Not because the deal was wrong — because the evaluation was incomplete.
Acquirers close on EBITDA, synergy slides, and a gut feel for the story. Then they spend the next 24 months discovering what the diligence missed: working capital that disappears, customer relationships that don't transfer, integration costs nobody modeled, and covenant pressure on a combined entity that looked fine on paper.
Here's what we're covering in this issue:
The 12 diligence steps that separate disciplined acquirers from hopeful ones
Why EBITDA is the starting point — never the finishing point — in a deal
How to price synergies you can actually deliver on, not ones you wish for
The post-close ROIC test to clear before you give the green light
Free Live Masterclass: The Cash Flow Playbook
I'm partnering with Ramp to bring you this session for finance leaders who are done finding out about cash problems after they've already arrived.
A business can be profitable and still run into cash pressure. Revenue can be growing and liquidity tightening — at the same time. Most leaders know this in theory. Very few have the system to see it coming before it becomes a constraint.
In this masterclass, you'll uncover:
Why profit does not equal cash flow — and what the gap is costing you right now
How working capital, debt, and capex quietly shape your liquidity
The deal mechanics lenders and buyers scrutinize — and how to make sure your cash flow story lands
The five most common cash flow planning mistakes that stall strategy and compress valuation
Where AI accelerates cash flow analysis — and where strategic judgment is still the only thing standing between insight and error
Those who join live and stay to the end receive my exclusive Cash Flow Playbook Checklist.
PS. Ramp will be giving away a $600 voucher for a Virgin Experience. The winner will be drawn from live attendees. Make sure you're there when they make the draw.

Now let's talk about M&A.
The 12-Step Framework Smart Acquirers Use Before They Commit Capital
Value-destroying acquisitions almost always share the same fingerprint: the buyer fell in love with the story and trusted the seller's numbers. Disciplined acquirers do the opposite. They assume the numbers need to be rebuilt, the synergies need to be earned, and the integration will cost more and take longer than anyone admits in the board memo.

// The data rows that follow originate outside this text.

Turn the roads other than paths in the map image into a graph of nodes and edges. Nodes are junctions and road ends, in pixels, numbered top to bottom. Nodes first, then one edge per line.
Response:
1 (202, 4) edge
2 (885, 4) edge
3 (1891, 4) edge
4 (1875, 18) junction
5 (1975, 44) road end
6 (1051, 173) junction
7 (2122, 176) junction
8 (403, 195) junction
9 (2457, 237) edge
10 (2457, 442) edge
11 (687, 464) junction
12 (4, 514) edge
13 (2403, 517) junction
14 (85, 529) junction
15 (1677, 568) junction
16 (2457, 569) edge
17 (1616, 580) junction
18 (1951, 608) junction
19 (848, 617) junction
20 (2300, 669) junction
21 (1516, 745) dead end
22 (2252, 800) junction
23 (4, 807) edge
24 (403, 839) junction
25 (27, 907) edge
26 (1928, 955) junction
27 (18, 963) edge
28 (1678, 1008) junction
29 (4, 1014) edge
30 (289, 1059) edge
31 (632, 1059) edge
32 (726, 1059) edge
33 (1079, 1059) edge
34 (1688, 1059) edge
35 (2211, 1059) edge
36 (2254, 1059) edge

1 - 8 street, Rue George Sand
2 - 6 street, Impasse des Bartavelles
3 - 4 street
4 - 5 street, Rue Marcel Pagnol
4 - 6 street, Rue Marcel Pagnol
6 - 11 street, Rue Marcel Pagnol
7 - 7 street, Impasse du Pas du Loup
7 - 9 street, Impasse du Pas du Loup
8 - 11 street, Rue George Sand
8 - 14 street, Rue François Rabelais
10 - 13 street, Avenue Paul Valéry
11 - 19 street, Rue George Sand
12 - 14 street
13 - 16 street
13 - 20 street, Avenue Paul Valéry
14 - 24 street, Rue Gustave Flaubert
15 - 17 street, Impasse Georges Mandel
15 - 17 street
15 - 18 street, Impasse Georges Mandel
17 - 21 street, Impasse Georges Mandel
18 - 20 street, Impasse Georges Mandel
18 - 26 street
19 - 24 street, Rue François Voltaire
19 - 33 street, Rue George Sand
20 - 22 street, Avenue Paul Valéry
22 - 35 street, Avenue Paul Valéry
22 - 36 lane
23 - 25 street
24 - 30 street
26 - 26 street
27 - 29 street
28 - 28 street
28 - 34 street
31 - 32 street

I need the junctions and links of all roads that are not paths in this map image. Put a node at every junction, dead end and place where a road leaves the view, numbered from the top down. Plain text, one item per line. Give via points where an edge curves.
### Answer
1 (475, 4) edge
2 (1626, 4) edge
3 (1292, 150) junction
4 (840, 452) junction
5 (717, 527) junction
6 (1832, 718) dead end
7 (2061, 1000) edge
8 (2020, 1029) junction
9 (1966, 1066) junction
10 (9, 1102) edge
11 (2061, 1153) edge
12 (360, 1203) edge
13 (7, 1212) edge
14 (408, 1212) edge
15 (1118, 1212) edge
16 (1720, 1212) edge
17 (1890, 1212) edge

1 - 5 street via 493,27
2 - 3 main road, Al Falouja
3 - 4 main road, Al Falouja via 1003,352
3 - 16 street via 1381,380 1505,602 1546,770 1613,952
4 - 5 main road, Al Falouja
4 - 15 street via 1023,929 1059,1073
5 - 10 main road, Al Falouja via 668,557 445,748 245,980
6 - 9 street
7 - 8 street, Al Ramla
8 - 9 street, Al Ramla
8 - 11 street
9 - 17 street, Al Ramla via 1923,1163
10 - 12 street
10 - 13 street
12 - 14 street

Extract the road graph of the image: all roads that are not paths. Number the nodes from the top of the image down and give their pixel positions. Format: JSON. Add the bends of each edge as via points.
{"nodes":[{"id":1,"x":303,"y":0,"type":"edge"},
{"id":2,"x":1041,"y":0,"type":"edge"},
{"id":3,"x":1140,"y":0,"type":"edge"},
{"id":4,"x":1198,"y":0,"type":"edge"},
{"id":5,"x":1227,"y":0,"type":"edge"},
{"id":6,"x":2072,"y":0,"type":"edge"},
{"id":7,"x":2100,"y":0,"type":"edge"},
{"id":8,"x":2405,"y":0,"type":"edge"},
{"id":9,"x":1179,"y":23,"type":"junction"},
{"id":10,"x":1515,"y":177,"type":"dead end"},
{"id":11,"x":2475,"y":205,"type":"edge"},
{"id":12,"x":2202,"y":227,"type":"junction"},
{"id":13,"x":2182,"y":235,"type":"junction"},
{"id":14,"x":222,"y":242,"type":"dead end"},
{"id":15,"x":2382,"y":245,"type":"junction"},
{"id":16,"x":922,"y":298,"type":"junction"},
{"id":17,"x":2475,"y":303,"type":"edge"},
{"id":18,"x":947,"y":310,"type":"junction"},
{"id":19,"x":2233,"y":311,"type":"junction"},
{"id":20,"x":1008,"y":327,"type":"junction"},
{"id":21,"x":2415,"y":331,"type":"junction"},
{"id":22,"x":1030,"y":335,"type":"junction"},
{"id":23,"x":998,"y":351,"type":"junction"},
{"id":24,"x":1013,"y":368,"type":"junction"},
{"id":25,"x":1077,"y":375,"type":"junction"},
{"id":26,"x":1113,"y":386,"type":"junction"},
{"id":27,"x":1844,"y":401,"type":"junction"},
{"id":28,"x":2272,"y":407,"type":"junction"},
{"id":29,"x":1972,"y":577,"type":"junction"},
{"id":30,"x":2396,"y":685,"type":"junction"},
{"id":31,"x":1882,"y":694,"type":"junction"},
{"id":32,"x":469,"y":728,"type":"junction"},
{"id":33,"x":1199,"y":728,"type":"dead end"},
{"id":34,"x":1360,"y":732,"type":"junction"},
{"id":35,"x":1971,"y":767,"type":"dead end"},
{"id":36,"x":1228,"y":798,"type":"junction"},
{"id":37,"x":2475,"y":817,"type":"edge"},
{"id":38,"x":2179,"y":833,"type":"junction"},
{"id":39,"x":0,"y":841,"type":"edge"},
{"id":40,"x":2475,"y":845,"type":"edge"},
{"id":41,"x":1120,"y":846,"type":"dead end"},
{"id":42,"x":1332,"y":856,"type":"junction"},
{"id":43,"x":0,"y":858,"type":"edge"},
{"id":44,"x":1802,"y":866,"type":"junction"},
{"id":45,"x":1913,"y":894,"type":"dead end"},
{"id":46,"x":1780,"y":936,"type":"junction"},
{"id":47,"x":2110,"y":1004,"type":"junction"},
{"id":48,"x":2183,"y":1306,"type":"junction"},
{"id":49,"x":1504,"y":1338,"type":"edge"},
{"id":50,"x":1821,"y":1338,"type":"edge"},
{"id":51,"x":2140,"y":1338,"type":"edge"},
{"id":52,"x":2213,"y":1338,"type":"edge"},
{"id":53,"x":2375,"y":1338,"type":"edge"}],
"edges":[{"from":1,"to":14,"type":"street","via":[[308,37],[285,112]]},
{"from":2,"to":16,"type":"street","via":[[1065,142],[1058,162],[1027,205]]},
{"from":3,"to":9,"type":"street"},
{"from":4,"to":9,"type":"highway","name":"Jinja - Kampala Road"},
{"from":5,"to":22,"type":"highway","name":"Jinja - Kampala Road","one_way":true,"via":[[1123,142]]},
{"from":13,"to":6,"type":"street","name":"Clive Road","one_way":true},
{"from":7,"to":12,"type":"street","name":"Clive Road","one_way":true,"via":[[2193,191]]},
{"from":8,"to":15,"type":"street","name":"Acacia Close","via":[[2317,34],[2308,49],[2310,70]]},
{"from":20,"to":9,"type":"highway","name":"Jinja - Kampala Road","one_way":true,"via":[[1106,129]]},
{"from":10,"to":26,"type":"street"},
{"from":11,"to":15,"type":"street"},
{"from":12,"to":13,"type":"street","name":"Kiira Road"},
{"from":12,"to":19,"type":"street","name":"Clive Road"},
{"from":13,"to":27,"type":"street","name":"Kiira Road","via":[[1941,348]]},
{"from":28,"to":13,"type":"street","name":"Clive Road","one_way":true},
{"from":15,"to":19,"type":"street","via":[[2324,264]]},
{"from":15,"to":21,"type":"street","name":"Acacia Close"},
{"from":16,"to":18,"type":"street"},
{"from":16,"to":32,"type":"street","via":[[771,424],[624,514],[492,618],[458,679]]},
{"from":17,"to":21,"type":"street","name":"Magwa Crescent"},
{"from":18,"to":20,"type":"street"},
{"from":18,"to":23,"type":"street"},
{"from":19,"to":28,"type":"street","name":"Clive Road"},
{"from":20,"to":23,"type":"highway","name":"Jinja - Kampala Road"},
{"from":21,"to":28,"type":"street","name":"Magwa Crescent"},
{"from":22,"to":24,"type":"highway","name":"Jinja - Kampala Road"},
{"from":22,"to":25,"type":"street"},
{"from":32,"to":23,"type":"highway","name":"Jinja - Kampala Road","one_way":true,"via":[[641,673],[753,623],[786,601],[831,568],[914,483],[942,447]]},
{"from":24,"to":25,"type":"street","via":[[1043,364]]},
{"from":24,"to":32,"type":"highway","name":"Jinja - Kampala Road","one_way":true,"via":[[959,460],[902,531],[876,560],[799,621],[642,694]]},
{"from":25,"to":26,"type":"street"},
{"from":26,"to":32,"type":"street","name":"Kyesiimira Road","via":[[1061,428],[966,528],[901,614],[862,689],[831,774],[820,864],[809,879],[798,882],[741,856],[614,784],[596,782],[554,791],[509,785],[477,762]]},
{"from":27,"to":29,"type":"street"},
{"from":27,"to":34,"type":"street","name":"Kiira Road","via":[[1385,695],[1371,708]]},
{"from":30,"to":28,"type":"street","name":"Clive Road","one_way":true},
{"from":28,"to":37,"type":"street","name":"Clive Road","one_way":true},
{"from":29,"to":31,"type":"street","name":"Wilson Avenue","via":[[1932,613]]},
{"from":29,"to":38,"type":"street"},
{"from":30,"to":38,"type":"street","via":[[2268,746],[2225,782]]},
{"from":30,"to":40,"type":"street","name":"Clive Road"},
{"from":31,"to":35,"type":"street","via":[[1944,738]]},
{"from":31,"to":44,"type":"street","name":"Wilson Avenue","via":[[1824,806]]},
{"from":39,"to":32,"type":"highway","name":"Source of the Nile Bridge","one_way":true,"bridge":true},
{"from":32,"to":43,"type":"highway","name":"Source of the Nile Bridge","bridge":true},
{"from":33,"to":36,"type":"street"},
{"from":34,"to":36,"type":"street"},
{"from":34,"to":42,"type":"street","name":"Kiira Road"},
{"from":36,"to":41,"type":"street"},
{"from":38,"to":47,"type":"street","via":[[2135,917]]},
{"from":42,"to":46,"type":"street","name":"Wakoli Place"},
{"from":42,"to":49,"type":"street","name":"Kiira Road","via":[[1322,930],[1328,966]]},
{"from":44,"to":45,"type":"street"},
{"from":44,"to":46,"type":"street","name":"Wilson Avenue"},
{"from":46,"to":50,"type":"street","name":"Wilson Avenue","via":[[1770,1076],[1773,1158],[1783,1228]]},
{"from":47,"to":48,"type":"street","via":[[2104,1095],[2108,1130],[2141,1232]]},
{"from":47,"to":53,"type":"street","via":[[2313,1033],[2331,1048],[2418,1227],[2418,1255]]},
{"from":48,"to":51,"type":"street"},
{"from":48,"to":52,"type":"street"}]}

Here is the 12-step framework they use.
1. Verify Revenue Quality
Not all revenue is equal. Strip out one-time deals. Separate contracted from hoped-for. Reclassify "recurring" that isn't actually contracted to recur.
The question is not what the target booked last year — it is what will repeat, at this margin, under your ownership. If the answer requires aggressive assumptions, the valuation is built on air. Revenue quality is the floor on every other number in the deal.
2. Test Customer Concentration
If 20–30% of revenue depends on one or two customers, you are not buying a business. You are buying a relationship. Model what happens if that customer leaves within 18 months of close — because change of control is exactly the moment they reconsider.
If the deal doesn't survive that scenario, the price is wrong, no matter how clean EBITDA looks today.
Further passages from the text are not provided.